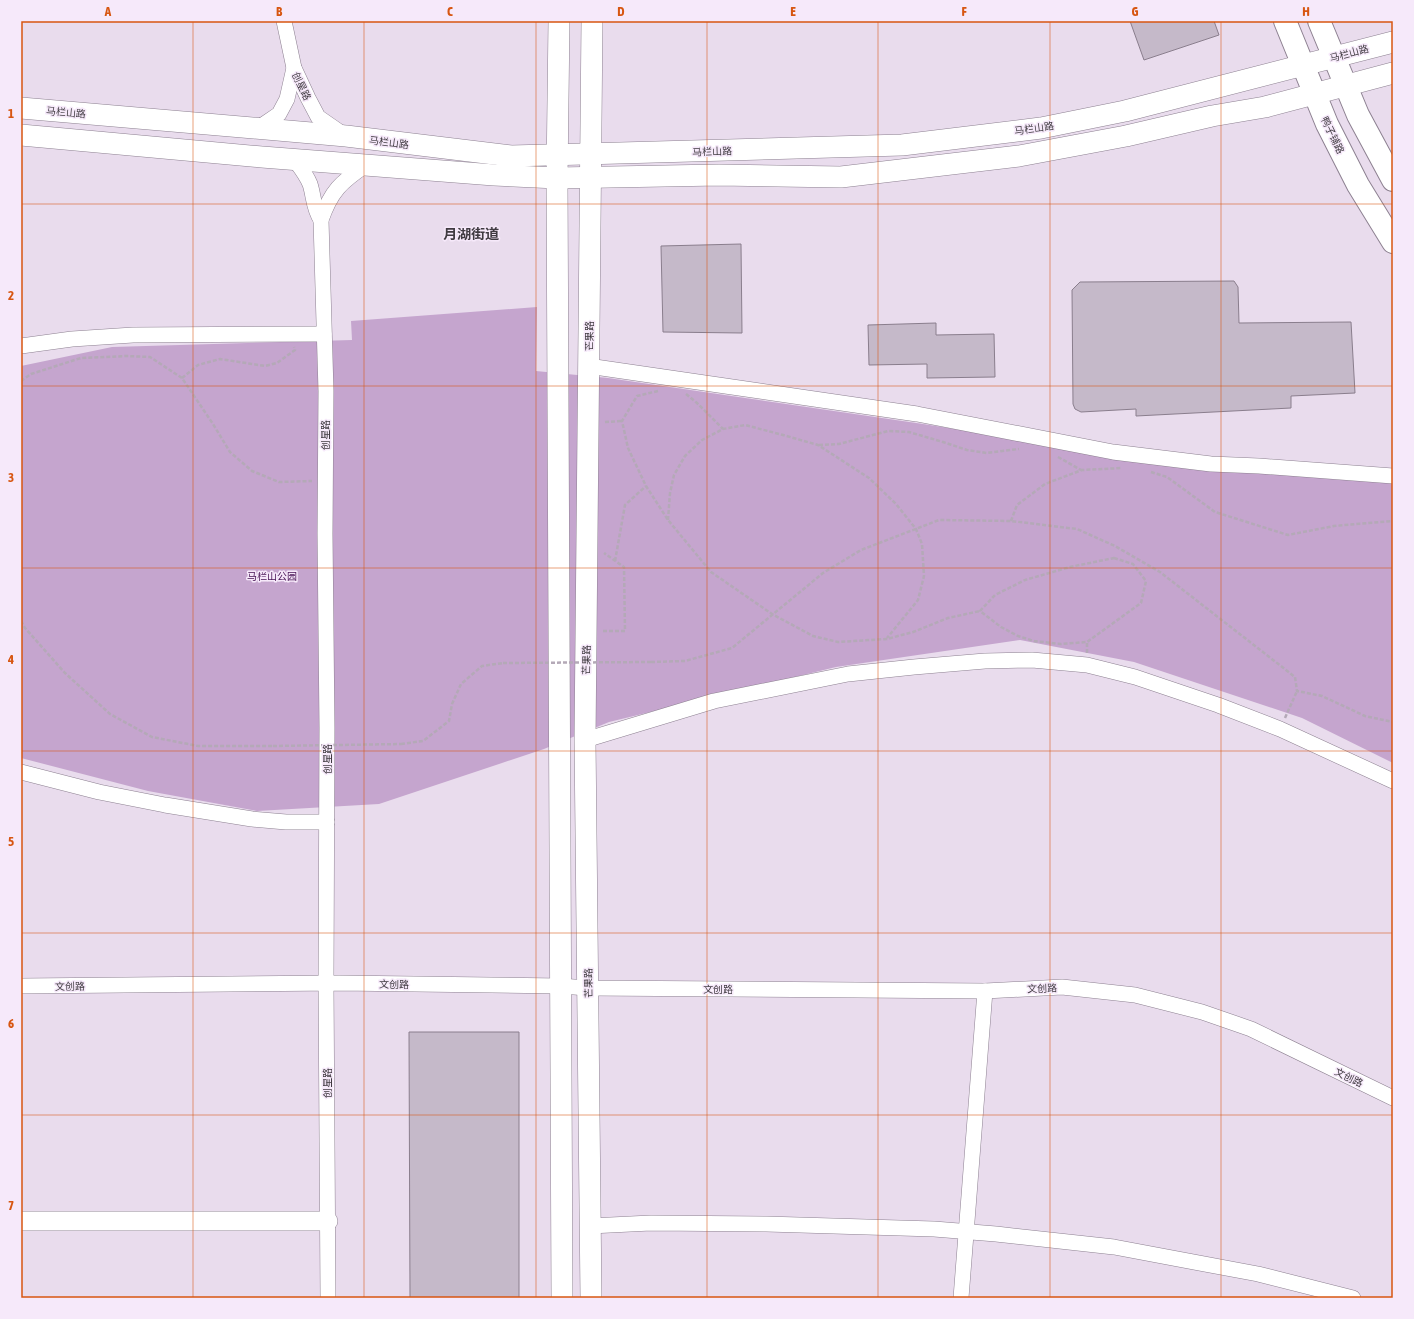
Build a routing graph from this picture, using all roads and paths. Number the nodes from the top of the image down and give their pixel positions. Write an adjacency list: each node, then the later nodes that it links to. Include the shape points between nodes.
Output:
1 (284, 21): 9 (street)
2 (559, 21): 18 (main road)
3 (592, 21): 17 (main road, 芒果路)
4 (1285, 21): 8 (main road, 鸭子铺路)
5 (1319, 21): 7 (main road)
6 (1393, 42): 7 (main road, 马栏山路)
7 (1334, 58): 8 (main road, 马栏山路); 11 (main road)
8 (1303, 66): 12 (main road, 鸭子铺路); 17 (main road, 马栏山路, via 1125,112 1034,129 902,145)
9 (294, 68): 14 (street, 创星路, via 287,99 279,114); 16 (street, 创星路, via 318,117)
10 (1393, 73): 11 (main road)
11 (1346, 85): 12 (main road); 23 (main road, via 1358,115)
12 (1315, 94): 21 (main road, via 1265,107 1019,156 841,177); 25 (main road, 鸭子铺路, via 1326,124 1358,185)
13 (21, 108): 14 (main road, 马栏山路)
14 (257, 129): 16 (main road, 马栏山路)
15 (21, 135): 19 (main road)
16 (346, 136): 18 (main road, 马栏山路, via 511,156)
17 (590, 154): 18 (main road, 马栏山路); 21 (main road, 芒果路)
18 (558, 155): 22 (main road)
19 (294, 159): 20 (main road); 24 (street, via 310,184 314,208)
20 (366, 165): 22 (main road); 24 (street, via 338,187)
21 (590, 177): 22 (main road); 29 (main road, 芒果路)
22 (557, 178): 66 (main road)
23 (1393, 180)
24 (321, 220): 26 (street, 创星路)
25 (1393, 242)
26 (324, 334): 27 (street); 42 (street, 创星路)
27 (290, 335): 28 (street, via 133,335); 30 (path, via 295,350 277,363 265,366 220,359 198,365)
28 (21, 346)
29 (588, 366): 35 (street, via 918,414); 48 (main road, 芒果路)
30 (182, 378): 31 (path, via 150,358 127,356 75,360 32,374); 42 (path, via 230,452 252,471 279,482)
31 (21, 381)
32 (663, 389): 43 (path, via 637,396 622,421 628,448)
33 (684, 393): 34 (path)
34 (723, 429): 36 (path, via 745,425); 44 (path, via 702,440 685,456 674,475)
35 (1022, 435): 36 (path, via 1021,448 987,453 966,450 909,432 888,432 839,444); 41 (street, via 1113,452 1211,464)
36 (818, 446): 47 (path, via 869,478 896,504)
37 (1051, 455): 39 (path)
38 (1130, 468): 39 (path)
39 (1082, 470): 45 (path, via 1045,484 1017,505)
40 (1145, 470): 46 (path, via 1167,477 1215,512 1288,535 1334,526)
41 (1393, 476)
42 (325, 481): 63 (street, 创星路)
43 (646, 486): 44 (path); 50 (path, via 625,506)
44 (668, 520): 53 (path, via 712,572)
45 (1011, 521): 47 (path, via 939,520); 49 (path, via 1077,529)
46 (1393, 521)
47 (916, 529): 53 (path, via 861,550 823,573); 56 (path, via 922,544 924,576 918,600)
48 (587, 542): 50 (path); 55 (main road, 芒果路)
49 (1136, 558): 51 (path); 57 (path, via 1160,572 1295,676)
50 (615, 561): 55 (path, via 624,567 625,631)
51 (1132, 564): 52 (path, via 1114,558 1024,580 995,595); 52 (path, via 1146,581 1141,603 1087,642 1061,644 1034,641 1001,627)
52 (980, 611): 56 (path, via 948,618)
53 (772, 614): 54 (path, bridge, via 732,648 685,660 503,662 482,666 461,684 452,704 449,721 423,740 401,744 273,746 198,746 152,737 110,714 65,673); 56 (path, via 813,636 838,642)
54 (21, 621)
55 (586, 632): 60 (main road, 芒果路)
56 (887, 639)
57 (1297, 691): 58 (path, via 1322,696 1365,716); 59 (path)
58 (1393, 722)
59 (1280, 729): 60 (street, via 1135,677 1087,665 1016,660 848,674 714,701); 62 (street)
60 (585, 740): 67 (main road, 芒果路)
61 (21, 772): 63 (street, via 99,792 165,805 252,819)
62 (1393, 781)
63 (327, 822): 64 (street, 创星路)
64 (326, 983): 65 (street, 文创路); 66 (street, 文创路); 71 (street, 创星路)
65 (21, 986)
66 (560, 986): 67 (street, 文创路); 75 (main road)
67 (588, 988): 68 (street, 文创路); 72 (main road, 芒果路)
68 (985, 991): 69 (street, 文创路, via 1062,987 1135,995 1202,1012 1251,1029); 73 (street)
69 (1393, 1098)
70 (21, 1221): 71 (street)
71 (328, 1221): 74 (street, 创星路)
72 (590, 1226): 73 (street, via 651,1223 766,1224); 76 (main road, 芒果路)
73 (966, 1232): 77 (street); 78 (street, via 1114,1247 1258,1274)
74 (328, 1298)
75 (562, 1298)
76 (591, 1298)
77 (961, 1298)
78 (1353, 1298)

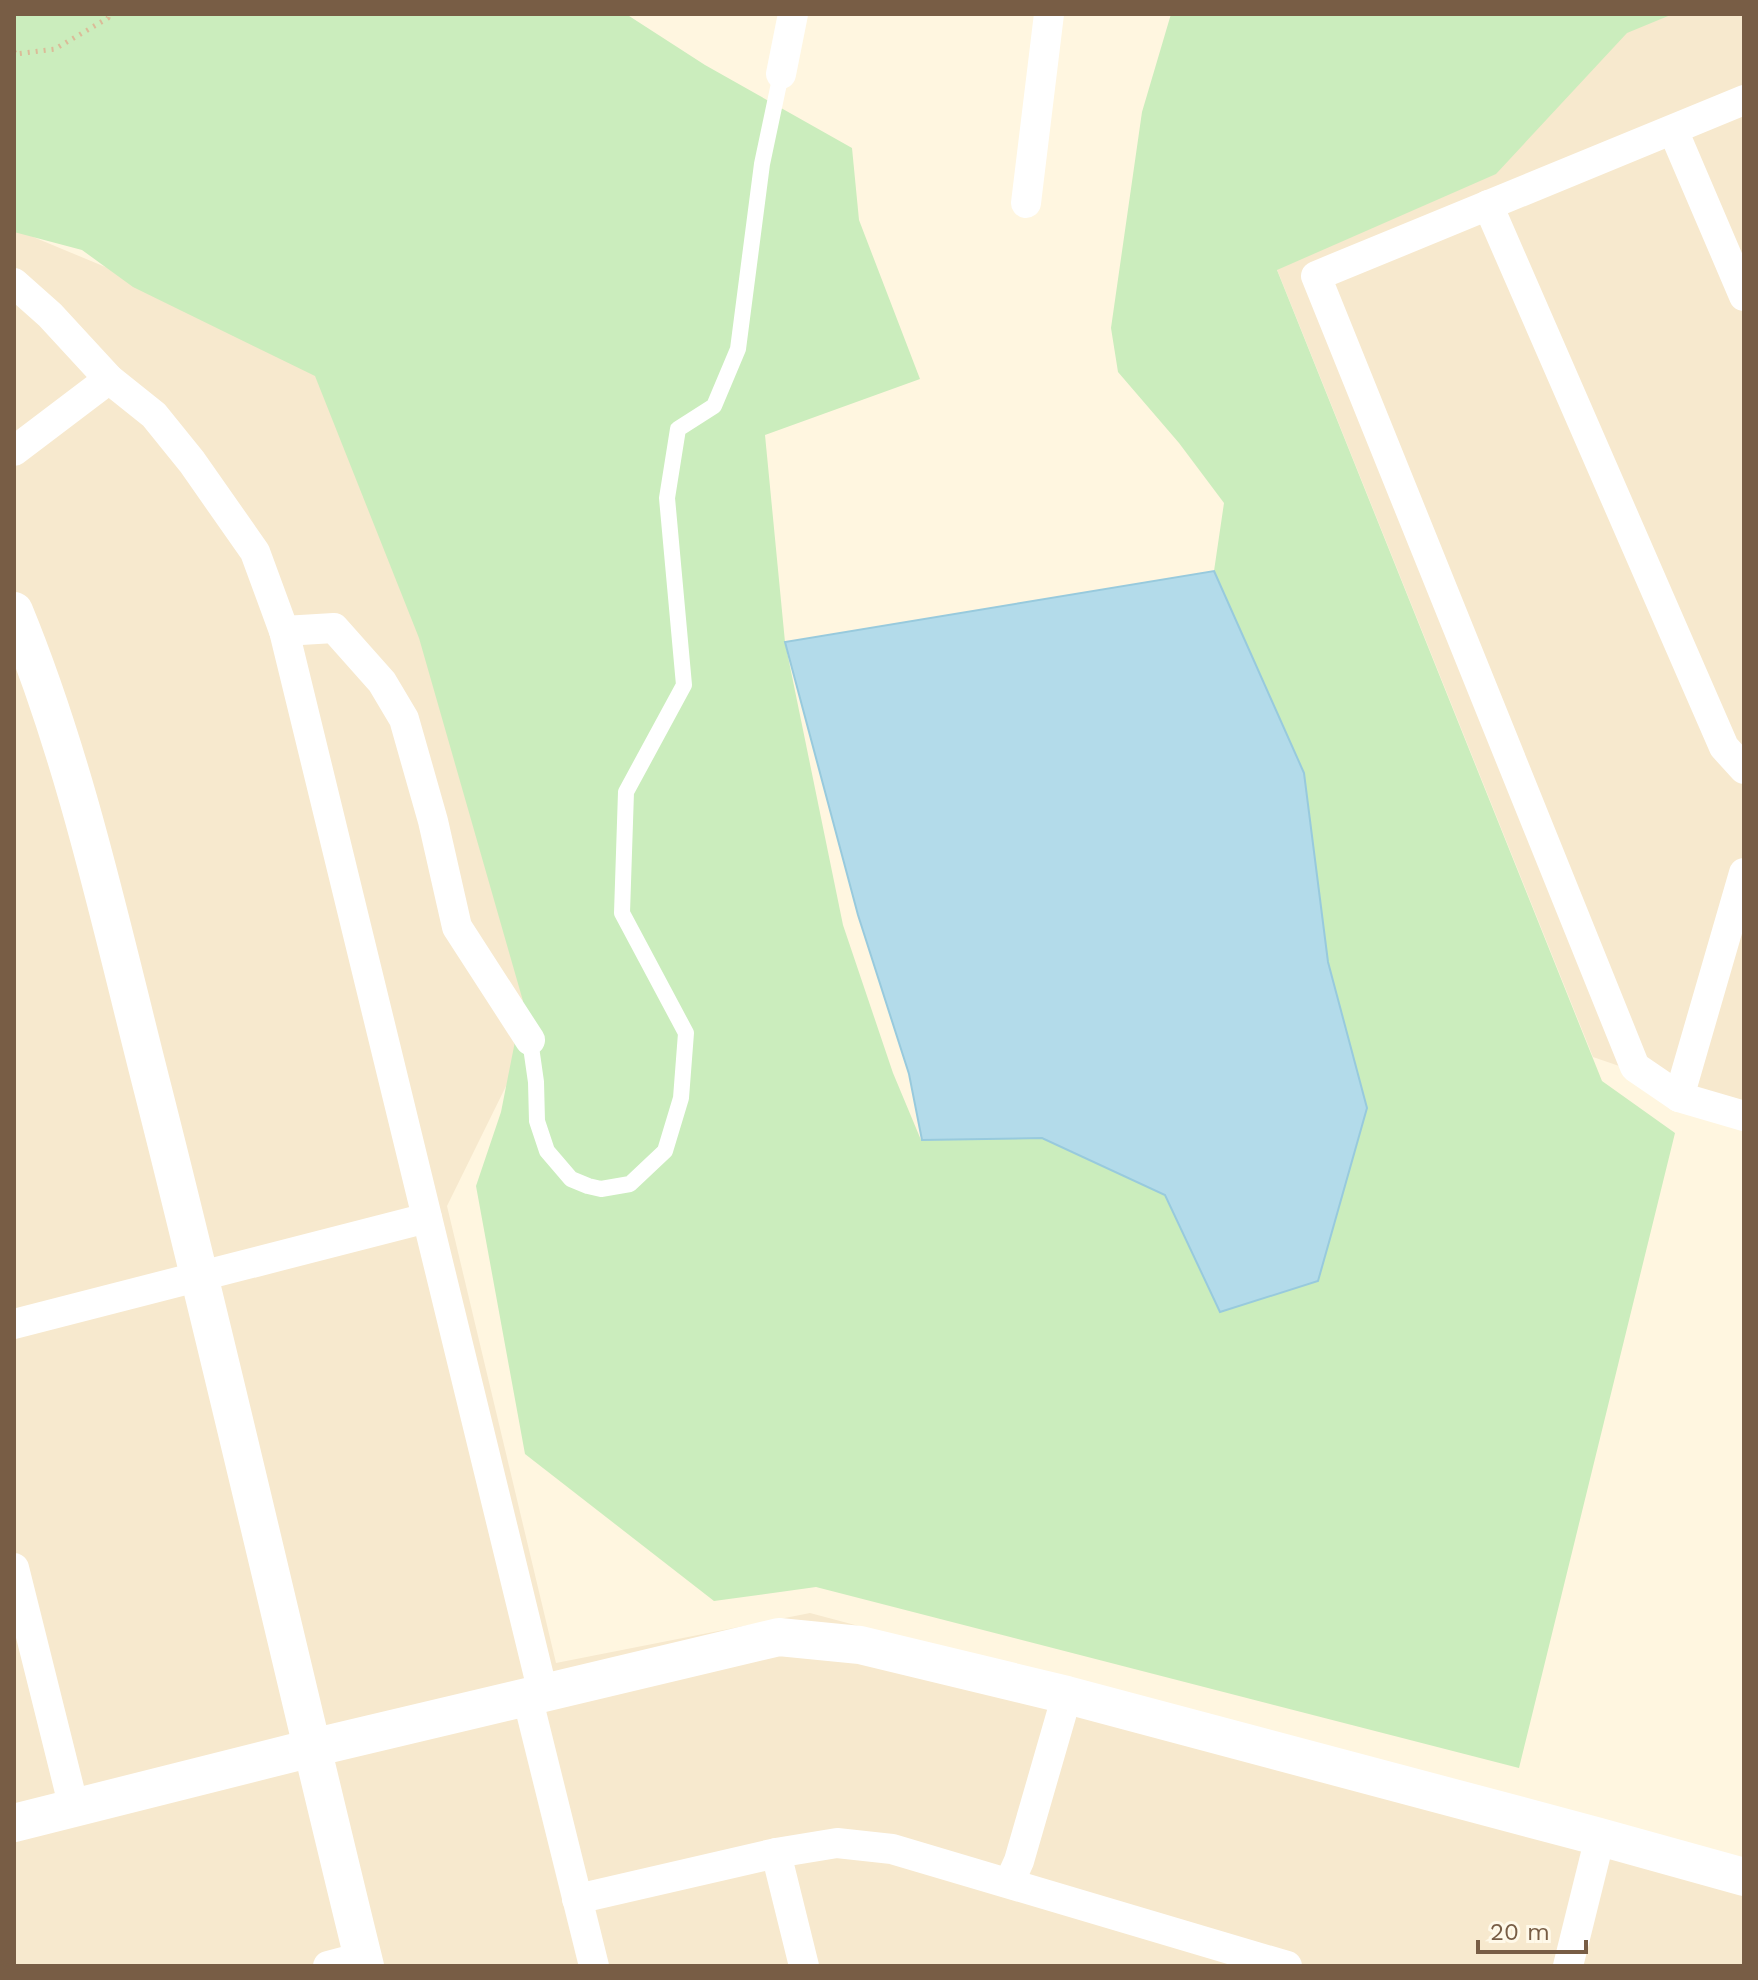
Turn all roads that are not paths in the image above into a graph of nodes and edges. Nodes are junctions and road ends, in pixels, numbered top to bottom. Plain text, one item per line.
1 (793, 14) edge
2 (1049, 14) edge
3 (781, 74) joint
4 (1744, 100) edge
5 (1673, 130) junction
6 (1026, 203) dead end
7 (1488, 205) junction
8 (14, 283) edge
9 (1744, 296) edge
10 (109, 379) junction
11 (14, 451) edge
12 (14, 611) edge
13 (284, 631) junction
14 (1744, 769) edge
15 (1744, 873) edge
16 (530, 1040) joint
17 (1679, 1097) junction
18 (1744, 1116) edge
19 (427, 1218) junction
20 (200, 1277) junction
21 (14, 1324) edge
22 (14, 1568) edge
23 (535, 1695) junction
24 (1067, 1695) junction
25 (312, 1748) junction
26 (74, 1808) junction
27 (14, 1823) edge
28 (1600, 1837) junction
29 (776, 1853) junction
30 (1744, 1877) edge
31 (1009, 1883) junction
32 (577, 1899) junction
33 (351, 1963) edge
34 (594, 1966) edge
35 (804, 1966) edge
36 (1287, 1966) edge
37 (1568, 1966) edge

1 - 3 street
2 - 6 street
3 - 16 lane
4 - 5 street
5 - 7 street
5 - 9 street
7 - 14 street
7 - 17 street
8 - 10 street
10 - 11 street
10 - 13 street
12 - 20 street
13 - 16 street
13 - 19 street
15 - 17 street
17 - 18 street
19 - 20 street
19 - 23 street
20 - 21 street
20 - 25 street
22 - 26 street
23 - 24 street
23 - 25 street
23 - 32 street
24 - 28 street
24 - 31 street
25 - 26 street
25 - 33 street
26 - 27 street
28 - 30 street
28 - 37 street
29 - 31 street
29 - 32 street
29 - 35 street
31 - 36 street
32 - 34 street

• • • • •

__WHAT TO WORK ON__
Repeat the data in full, exactly as it stands, but drop every picture.

__WRITTEN SOLUTION__
Build a routing graph from this picture, using all roads and paths. Number the nodes from the top of the image down and give their pixel positions. Write an adjacency list: each node, then the later nodes that it links to. Include the shape points between nodes.
Output:
1 (284, 21): 9 (street)
2 (559, 21): 18 (main road)
3 (592, 21): 17 (main road, 芒果路)
4 (1285, 21): 8 (main road, 鸭子铺路)
5 (1319, 21): 7 (main road)
6 (1393, 42): 7 (main road, 马栏山路)
7 (1334, 58): 8 (main road, 马栏山路); 11 (main road)
8 (1303, 66): 12 (main road, 鸭子铺路); 17 (main road, 马栏山路, via 1125,112 1034,129 902,145)
9 (294, 68): 14 (street, 创星路, via 287,99 279,114); 16 (street, 创星路, via 318,117)
10 (1393, 73): 11 (main road)
11 (1346, 85): 12 (main road); 23 (main road, via 1358,115)
12 (1315, 94): 21 (main road, via 1265,107 1019,156 841,177); 25 (main road, 鸭子铺路, via 1326,124 1358,185)
13 (21, 108): 14 (main road, 马栏山路)
14 (257, 129): 16 (main road, 马栏山路)
15 (21, 135): 19 (main road)
16 (346, 136): 18 (main road, 马栏山路, via 511,156)
17 (590, 154): 18 (main road, 马栏山路); 21 (main road, 芒果路)
18 (558, 155): 22 (main road)
19 (294, 159): 20 (main road); 24 (street, via 310,184 314,208)
20 (366, 165): 22 (main road); 24 (street, via 338,187)
21 (590, 177): 22 (main road); 29 (main road, 芒果路)
22 (557, 178): 66 (main road)
23 (1393, 180)
24 (321, 220): 26 (street, 创星路)
25 (1393, 242)
26 (324, 334): 27 (street); 42 (street, 创星路)
27 (290, 335): 28 (street, via 133,335); 30 (path, via 295,350 277,363 265,366 220,359 198,365)
28 (21, 346)
29 (588, 366): 35 (street, via 918,414); 48 (main road, 芒果路)
30 (182, 378): 31 (path, via 150,358 127,356 75,360 32,374); 42 (path, via 230,452 252,471 279,482)
31 (21, 381)
32 (663, 389): 43 (path, via 637,396 622,421 628,448)
33 (684, 393): 34 (path)
34 (723, 429): 36 (path, via 745,425); 44 (path, via 702,440 685,456 674,475)
35 (1022, 435): 36 (path, via 1021,448 987,453 966,450 909,432 888,432 839,444); 41 (street, via 1113,452 1211,464)
36 (818, 446): 47 (path, via 869,478 896,504)
37 (1051, 455): 39 (path)
38 (1130, 468): 39 (path)
39 (1082, 470): 45 (path, via 1045,484 1017,505)
40 (1145, 470): 46 (path, via 1167,477 1215,512 1288,535 1334,526)
41 (1393, 476)
42 (325, 481): 63 (street, 创星路)
43 (646, 486): 44 (path); 50 (path, via 625,506)
44 (668, 520): 53 (path, via 712,572)
45 (1011, 521): 47 (path, via 939,520); 49 (path, via 1077,529)
46 (1393, 521)
47 (916, 529): 53 (path, via 861,550 823,573); 56 (path, via 922,544 924,576 918,600)
48 (587, 542): 50 (path); 55 (main road, 芒果路)
49 (1136, 558): 51 (path); 57 (path, via 1160,572 1295,676)
50 (615, 561): 55 (path, via 624,567 625,631)
51 (1132, 564): 52 (path, via 1114,558 1024,580 995,595); 52 (path, via 1146,581 1141,603 1087,642 1061,644 1034,641 1001,627)
52 (980, 611): 56 (path, via 948,618)
53 (772, 614): 54 (path, bridge, via 732,648 685,660 503,662 482,666 461,684 452,704 449,721 423,740 401,744 273,746 198,746 152,737 110,714 65,673); 56 (path, via 813,636 838,642)
54 (21, 621)
55 (586, 632): 60 (main road, 芒果路)
56 (887, 639)
57 (1297, 691): 58 (path, via 1322,696 1365,716); 59 (path)
58 (1393, 722)
59 (1280, 729): 60 (street, via 1135,677 1087,665 1016,660 848,674 714,701); 62 (street)
60 (585, 740): 67 (main road, 芒果路)
61 (21, 772): 63 (street, via 99,792 165,805 252,819)
62 (1393, 781)
63 (327, 822): 64 (street, 创星路)
64 (326, 983): 65 (street, 文创路); 66 (street, 文创路); 71 (street, 创星路)
65 (21, 986)
66 (560, 986): 67 (street, 文创路); 75 (main road)
67 (588, 988): 68 (street, 文创路); 72 (main road, 芒果路)
68 (985, 991): 69 (street, 文创路, via 1062,987 1135,995 1202,1012 1251,1029); 73 (street)
69 (1393, 1098)
70 (21, 1221): 71 (street)
71 (328, 1221): 74 (street, 创星路)
72 (590, 1226): 73 (street, via 651,1223 766,1224); 76 (main road, 芒果路)
73 (966, 1232): 77 (street); 78 (street, via 1114,1247 1258,1274)
74 (328, 1298)
75 (562, 1298)
76 (591, 1298)
77 (961, 1298)
78 (1353, 1298)

Turn all roads that are not paths in the image above into a graph of nodes and edges. Nodes are junctions and road ends, in pixels, numbered top to bottom. Plain text, one item per line.
1 (793, 14) edge
2 (1049, 14) edge
3 (781, 74) joint
4 (1744, 100) edge
5 (1673, 130) junction
6 (1026, 203) dead end
7 (1488, 205) junction
8 (14, 283) edge
9 (1744, 296) edge
10 (109, 379) junction
11 (14, 451) edge
12 (14, 611) edge
13 (284, 631) junction
14 (1744, 769) edge
15 (1744, 873) edge
16 (530, 1040) joint
17 (1679, 1097) junction
18 (1744, 1116) edge
19 (427, 1218) junction
20 (200, 1277) junction
21 (14, 1324) edge
22 (14, 1568) edge
23 (535, 1695) junction
24 (1067, 1695) junction
25 (312, 1748) junction
26 (74, 1808) junction
27 (14, 1823) edge
28 (1600, 1837) junction
29 (776, 1853) junction
30 (1744, 1877) edge
31 (1009, 1883) junction
32 (577, 1899) junction
33 (351, 1963) edge
34 (594, 1966) edge
35 (804, 1966) edge
36 (1287, 1966) edge
37 (1568, 1966) edge

1 - 3 street
2 - 6 street
3 - 16 lane
4 - 5 street
5 - 7 street
5 - 9 street
7 - 14 street
7 - 17 street
8 - 10 street
10 - 11 street
10 - 13 street
12 - 20 street
13 - 16 street
13 - 19 street
15 - 17 street
17 - 18 street
19 - 20 street
19 - 23 street
20 - 21 street
20 - 25 street
22 - 26 street
23 - 24 street
23 - 25 street
23 - 32 street
24 - 28 street
24 - 31 street
25 - 26 street
25 - 33 street
26 - 27 street
28 - 30 street
28 - 37 street
29 - 31 street
29 - 32 street
29 - 35 street
31 - 36 street
32 - 34 street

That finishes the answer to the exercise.